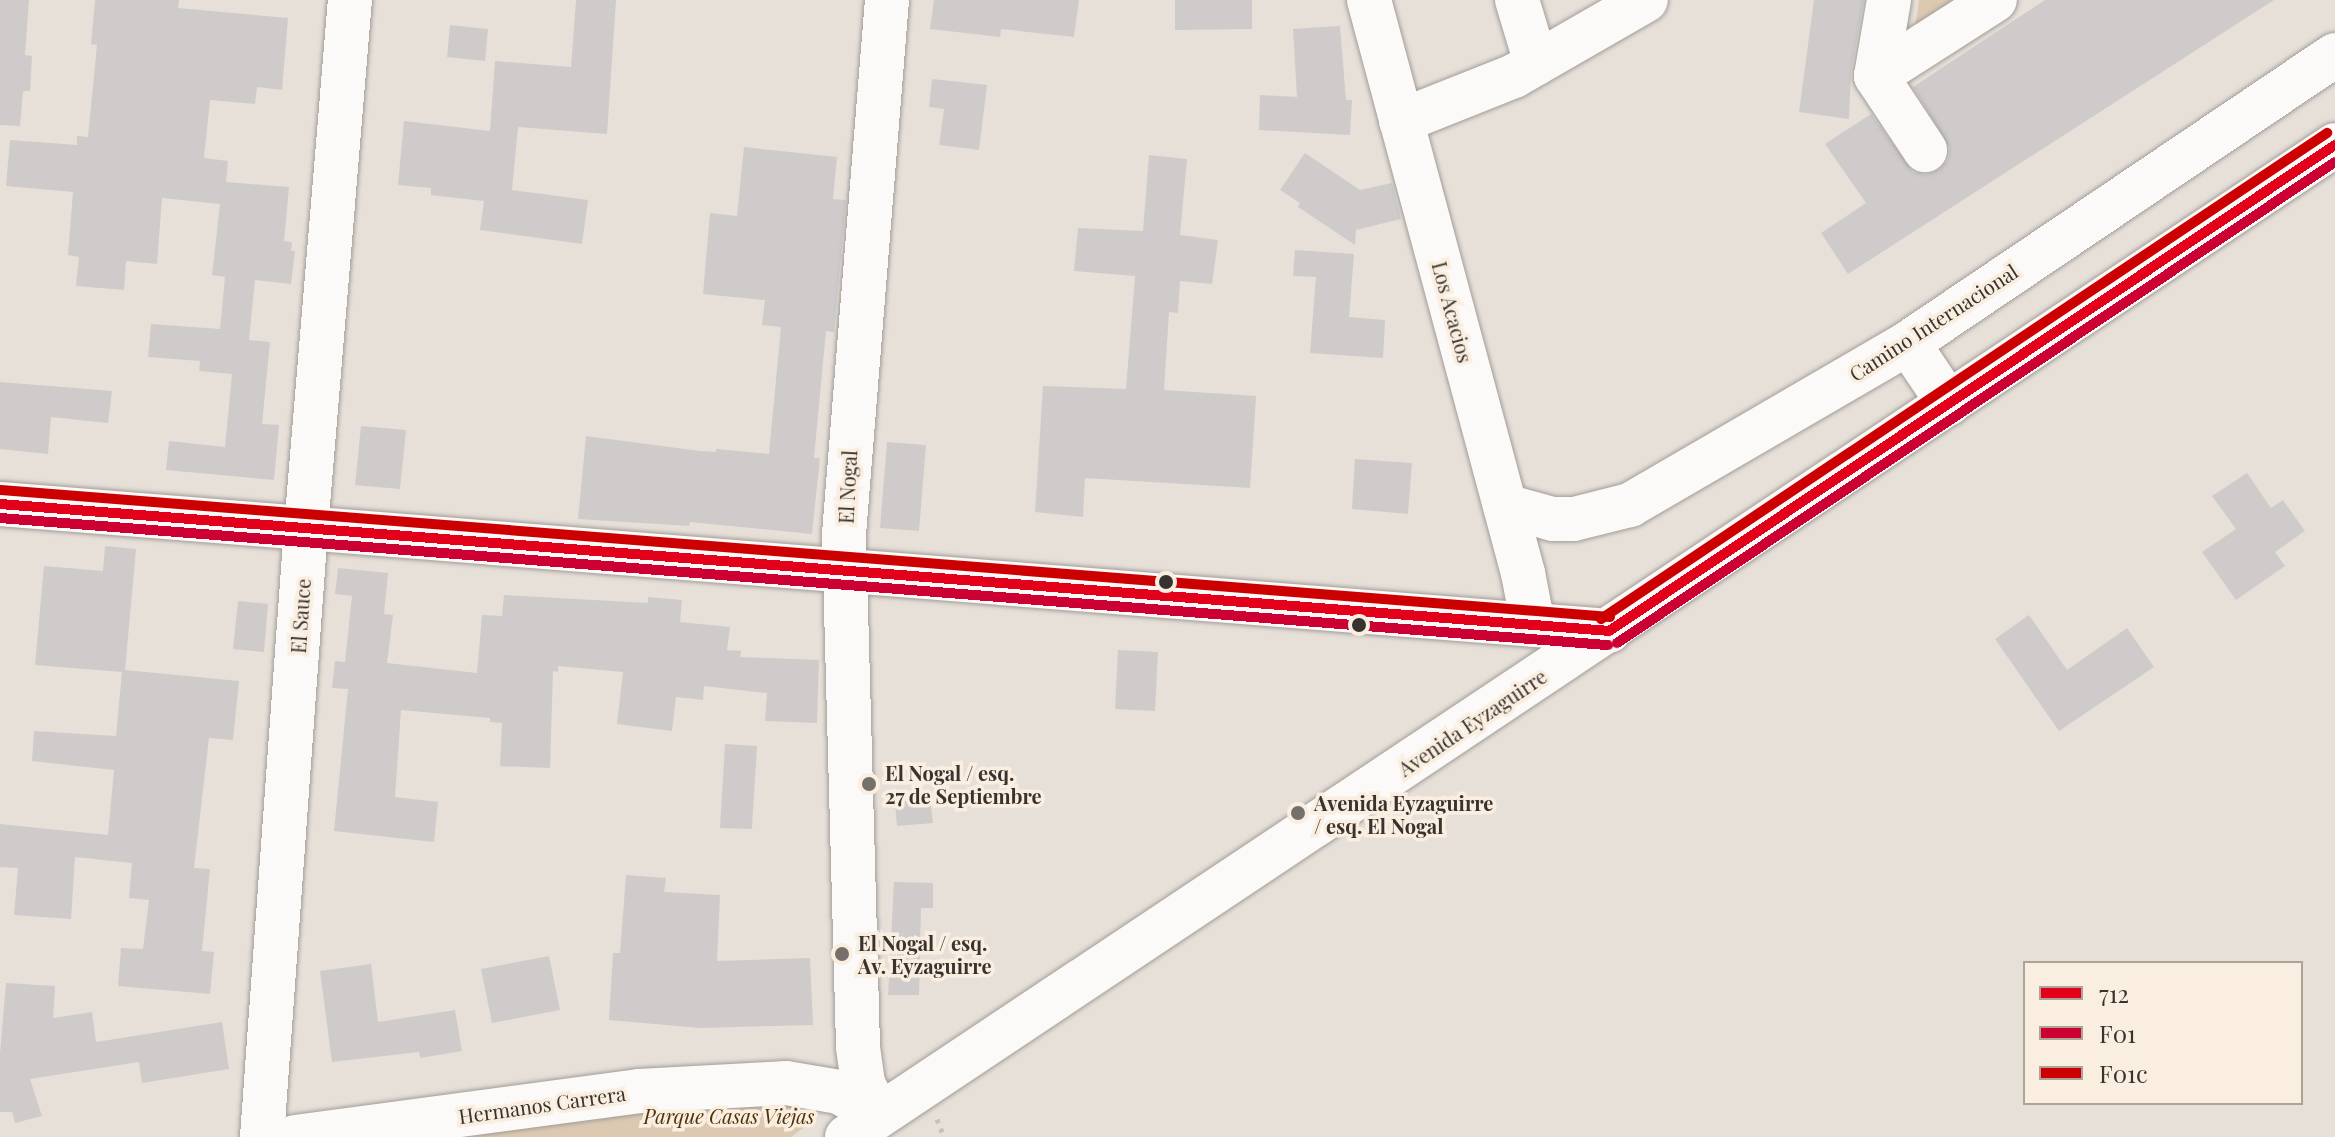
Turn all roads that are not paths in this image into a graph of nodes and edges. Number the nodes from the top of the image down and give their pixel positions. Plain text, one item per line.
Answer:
1 (350, 0) edge
2 (887, 0) edge
3 (1369, 0) edge
4 (1517, 0) edge
5 (1646, 0) edge
6 (1889, 0) edge
7 (1995, 0) edge
8 (2335, 55) edge
9 (1536, 63) junction
10 (1876, 76) junction
11 (1401, 121) junction
12 (2335, 145) edge
13 (1925, 150) dead end
14 (1908, 343) junction
15 (1949, 404) junction
16 (0, 504) edge
17 (1505, 506) junction
18 (306, 528) junction
19 (848, 571) junction
20 (1533, 625) junction
21 (1609, 631) junction
22 (863, 1126) edge
23 (262, 1137) edge
24 (295, 1137) edge

1 - 18 street, El Sauce
2 - 19 street, El Nogal
3 - 11 street, Los Acacios
4 - 9 street
5 - 9 street
6 - 10 street
7 - 10 street
8 - 14 street, Camino Internacional
9 - 11 street
10 - 13 street
11 - 17 street, Los Acacios
12 - 15 street, Avenida Eyzaguirre
14 - 15 street
14 - 17 street, Camino Internacional
15 - 21 street, Avenida Eyzaguirre
16 - 18 street
17 - 20 street, Los Acacios
18 - 19 street
18 - 23 street, El Sauce
19 - 20 street
19 - 22 street, El Nogal
20 - 21 street
21 - 22 street, Avenida Eyzaguirre
22 - 24 street, Hermanos Carrera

• _WHAT THE EXERCISE ASKS_: Would you retype the listing above exactly, omitting its pictures?

• _SOLUTION TO THIS PROBLEM_:
Turn all roads that are not paths in this image into a graph of nodes and edges. Number the nodes from the top of the image down and give their pixel positions. Plain text, one item per line.
Answer:
1 (350, 0) edge
2 (887, 0) edge
3 (1369, 0) edge
4 (1517, 0) edge
5 (1646, 0) edge
6 (1889, 0) edge
7 (1995, 0) edge
8 (2335, 55) edge
9 (1536, 63) junction
10 (1876, 76) junction
11 (1401, 121) junction
12 (2335, 145) edge
13 (1925, 150) dead end
14 (1908, 343) junction
15 (1949, 404) junction
16 (0, 504) edge
17 (1505, 506) junction
18 (306, 528) junction
19 (848, 571) junction
20 (1533, 625) junction
21 (1609, 631) junction
22 (863, 1126) edge
23 (262, 1137) edge
24 (295, 1137) edge

1 - 18 street, El Sauce
2 - 19 street, El Nogal
3 - 11 street, Los Acacios
4 - 9 street
5 - 9 street
6 - 10 street
7 - 10 street
8 - 14 street, Camino Internacional
9 - 11 street
10 - 13 street
11 - 17 street, Los Acacios
12 - 15 street, Avenida Eyzaguirre
14 - 15 street
14 - 17 street, Camino Internacional
15 - 21 street, Avenida Eyzaguirre
16 - 18 street
17 - 20 street, Los Acacios
18 - 19 street
18 - 23 street, El Sauce
19 - 20 street
19 - 22 street, El Nogal
20 - 21 street
21 - 22 street, Avenida Eyzaguirre
22 - 24 street, Hermanos Carrera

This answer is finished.